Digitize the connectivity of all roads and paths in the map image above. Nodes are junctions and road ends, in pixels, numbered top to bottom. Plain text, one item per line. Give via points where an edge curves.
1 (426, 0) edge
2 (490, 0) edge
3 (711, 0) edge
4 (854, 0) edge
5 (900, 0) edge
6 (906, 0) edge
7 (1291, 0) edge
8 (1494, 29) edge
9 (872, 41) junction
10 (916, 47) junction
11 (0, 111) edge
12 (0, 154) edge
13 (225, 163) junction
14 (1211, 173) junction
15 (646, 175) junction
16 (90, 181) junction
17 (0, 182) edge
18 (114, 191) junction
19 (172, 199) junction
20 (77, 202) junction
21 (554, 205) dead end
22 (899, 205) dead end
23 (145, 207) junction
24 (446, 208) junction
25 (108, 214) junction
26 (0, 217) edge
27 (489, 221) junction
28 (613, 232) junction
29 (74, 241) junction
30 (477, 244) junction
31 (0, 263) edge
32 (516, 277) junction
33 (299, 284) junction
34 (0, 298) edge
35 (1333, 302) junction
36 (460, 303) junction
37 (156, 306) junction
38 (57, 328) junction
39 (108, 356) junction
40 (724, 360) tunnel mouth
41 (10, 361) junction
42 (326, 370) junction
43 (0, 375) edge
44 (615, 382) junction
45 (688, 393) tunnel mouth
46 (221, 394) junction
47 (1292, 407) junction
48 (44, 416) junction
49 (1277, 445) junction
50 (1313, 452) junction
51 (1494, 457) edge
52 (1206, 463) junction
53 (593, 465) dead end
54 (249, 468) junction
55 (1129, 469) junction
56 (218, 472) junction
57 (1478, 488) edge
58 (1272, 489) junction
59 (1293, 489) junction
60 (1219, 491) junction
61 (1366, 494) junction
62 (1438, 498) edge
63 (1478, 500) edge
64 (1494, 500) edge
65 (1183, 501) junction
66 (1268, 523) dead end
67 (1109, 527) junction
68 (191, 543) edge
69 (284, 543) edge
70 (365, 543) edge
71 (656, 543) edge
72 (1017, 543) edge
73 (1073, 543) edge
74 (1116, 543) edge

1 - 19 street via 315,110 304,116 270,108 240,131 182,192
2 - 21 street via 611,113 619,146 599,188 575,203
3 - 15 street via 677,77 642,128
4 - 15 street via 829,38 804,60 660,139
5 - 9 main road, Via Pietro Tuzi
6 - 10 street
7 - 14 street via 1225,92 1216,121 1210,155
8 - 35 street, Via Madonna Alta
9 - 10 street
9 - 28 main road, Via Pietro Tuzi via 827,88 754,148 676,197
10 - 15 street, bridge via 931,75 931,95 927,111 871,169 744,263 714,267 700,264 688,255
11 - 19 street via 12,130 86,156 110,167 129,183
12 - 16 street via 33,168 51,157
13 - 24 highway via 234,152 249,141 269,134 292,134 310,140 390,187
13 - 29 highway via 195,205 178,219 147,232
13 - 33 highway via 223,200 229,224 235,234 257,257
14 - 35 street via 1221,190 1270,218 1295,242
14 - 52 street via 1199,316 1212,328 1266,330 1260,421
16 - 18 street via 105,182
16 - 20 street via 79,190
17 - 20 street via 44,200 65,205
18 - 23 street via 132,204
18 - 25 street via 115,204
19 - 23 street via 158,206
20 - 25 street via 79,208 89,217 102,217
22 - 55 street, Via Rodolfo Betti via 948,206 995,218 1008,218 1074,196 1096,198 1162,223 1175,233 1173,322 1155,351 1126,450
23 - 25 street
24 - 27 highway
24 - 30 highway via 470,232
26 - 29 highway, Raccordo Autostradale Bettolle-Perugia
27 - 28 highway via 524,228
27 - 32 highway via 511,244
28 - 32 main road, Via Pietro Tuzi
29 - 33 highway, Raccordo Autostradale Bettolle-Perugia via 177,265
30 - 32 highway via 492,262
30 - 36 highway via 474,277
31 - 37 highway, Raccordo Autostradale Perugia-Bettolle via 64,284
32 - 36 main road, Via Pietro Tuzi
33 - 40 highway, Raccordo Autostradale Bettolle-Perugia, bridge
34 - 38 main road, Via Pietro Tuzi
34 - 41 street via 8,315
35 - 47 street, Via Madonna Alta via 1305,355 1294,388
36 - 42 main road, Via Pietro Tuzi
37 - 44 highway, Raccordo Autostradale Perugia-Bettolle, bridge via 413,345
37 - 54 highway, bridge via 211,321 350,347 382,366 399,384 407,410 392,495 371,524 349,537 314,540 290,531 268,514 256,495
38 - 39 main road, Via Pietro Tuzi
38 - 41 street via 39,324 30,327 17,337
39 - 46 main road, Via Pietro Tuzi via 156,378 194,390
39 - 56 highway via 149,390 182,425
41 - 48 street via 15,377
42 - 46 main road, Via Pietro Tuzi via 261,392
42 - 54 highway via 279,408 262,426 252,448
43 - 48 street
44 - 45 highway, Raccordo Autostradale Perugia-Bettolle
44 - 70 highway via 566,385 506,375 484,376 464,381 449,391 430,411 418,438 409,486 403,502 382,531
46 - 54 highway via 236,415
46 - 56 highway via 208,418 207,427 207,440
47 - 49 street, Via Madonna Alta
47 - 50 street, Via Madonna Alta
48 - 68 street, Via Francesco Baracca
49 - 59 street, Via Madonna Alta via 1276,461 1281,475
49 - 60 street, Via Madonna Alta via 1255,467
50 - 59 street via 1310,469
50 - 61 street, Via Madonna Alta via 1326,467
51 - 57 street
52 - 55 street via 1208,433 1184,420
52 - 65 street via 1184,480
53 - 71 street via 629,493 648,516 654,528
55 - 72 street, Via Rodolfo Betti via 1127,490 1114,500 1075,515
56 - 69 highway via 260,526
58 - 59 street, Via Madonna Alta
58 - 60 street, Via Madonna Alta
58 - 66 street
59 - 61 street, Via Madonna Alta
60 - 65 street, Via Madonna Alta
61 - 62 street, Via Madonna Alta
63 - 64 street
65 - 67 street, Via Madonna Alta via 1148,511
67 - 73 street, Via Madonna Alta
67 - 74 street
-=-=-
● Assignment:
Your answer should be the listing itself, repeated exactly.

● Answer area:
Digitize the connectivity of all roads and paths in the map image above. Nodes are junctions and road ends, in pixels, numbered top to bottom. Plain text, one item per line. Give via points where an edge curves.
1 (426, 0) edge
2 (490, 0) edge
3 (711, 0) edge
4 (854, 0) edge
5 (900, 0) edge
6 (906, 0) edge
7 (1291, 0) edge
8 (1494, 29) edge
9 (872, 41) junction
10 (916, 47) junction
11 (0, 111) edge
12 (0, 154) edge
13 (225, 163) junction
14 (1211, 173) junction
15 (646, 175) junction
16 (90, 181) junction
17 (0, 182) edge
18 (114, 191) junction
19 (172, 199) junction
20 (77, 202) junction
21 (554, 205) dead end
22 (899, 205) dead end
23 (145, 207) junction
24 (446, 208) junction
25 (108, 214) junction
26 (0, 217) edge
27 (489, 221) junction
28 (613, 232) junction
29 (74, 241) junction
30 (477, 244) junction
31 (0, 263) edge
32 (516, 277) junction
33 (299, 284) junction
34 (0, 298) edge
35 (1333, 302) junction
36 (460, 303) junction
37 (156, 306) junction
38 (57, 328) junction
39 (108, 356) junction
40 (724, 360) tunnel mouth
41 (10, 361) junction
42 (326, 370) junction
43 (0, 375) edge
44 (615, 382) junction
45 (688, 393) tunnel mouth
46 (221, 394) junction
47 (1292, 407) junction
48 (44, 416) junction
49 (1277, 445) junction
50 (1313, 452) junction
51 (1494, 457) edge
52 (1206, 463) junction
53 (593, 465) dead end
54 (249, 468) junction
55 (1129, 469) junction
56 (218, 472) junction
57 (1478, 488) edge
58 (1272, 489) junction
59 (1293, 489) junction
60 (1219, 491) junction
61 (1366, 494) junction
62 (1438, 498) edge
63 (1478, 500) edge
64 (1494, 500) edge
65 (1183, 501) junction
66 (1268, 523) dead end
67 (1109, 527) junction
68 (191, 543) edge
69 (284, 543) edge
70 (365, 543) edge
71 (656, 543) edge
72 (1017, 543) edge
73 (1073, 543) edge
74 (1116, 543) edge

1 - 19 street via 315,110 304,116 270,108 240,131 182,192
2 - 21 street via 611,113 619,146 599,188 575,203
3 - 15 street via 677,77 642,128
4 - 15 street via 829,38 804,60 660,139
5 - 9 main road, Via Pietro Tuzi
6 - 10 street
7 - 14 street via 1225,92 1216,121 1210,155
8 - 35 street, Via Madonna Alta
9 - 10 street
9 - 28 main road, Via Pietro Tuzi via 827,88 754,148 676,197
10 - 15 street, bridge via 931,75 931,95 927,111 871,169 744,263 714,267 700,264 688,255
11 - 19 street via 12,130 86,156 110,167 129,183
12 - 16 street via 33,168 51,157
13 - 24 highway via 234,152 249,141 269,134 292,134 310,140 390,187
13 - 29 highway via 195,205 178,219 147,232
13 - 33 highway via 223,200 229,224 235,234 257,257
14 - 35 street via 1221,190 1270,218 1295,242
14 - 52 street via 1199,316 1212,328 1266,330 1260,421
16 - 18 street via 105,182
16 - 20 street via 79,190
17 - 20 street via 44,200 65,205
18 - 23 street via 132,204
18 - 25 street via 115,204
19 - 23 street via 158,206
20 - 25 street via 79,208 89,217 102,217
22 - 55 street, Via Rodolfo Betti via 948,206 995,218 1008,218 1074,196 1096,198 1162,223 1175,233 1173,322 1155,351 1126,450
23 - 25 street
24 - 27 highway
24 - 30 highway via 470,232
26 - 29 highway, Raccordo Autostradale Bettolle-Perugia
27 - 28 highway via 524,228
27 - 32 highway via 511,244
28 - 32 main road, Via Pietro Tuzi
29 - 33 highway, Raccordo Autostradale Bettolle-Perugia via 177,265
30 - 32 highway via 492,262
30 - 36 highway via 474,277
31 - 37 highway, Raccordo Autostradale Perugia-Bettolle via 64,284
32 - 36 main road, Via Pietro Tuzi
33 - 40 highway, Raccordo Autostradale Bettolle-Perugia, bridge
34 - 38 main road, Via Pietro Tuzi
34 - 41 street via 8,315
35 - 47 street, Via Madonna Alta via 1305,355 1294,388
36 - 42 main road, Via Pietro Tuzi
37 - 44 highway, Raccordo Autostradale Perugia-Bettolle, bridge via 413,345
37 - 54 highway, bridge via 211,321 350,347 382,366 399,384 407,410 392,495 371,524 349,537 314,540 290,531 268,514 256,495
38 - 39 main road, Via Pietro Tuzi
38 - 41 street via 39,324 30,327 17,337
39 - 46 main road, Via Pietro Tuzi via 156,378 194,390
39 - 56 highway via 149,390 182,425
41 - 48 street via 15,377
42 - 46 main road, Via Pietro Tuzi via 261,392
42 - 54 highway via 279,408 262,426 252,448
43 - 48 street
44 - 45 highway, Raccordo Autostradale Perugia-Bettolle
44 - 70 highway via 566,385 506,375 484,376 464,381 449,391 430,411 418,438 409,486 403,502 382,531
46 - 54 highway via 236,415
46 - 56 highway via 208,418 207,427 207,440
47 - 49 street, Via Madonna Alta
47 - 50 street, Via Madonna Alta
48 - 68 street, Via Francesco Baracca
49 - 59 street, Via Madonna Alta via 1276,461 1281,475
49 - 60 street, Via Madonna Alta via 1255,467
50 - 59 street via 1310,469
50 - 61 street, Via Madonna Alta via 1326,467
51 - 57 street
52 - 55 street via 1208,433 1184,420
52 - 65 street via 1184,480
53 - 71 street via 629,493 648,516 654,528
55 - 72 street, Via Rodolfo Betti via 1127,490 1114,500 1075,515
56 - 69 highway via 260,526
58 - 59 street, Via Madonna Alta
58 - 60 street, Via Madonna Alta
58 - 66 street
59 - 61 street, Via Madonna Alta
60 - 65 street, Via Madonna Alta
61 - 62 street, Via Madonna Alta
63 - 64 street
65 - 67 street, Via Madonna Alta via 1148,511
67 - 73 street, Via Madonna Alta
67 - 74 street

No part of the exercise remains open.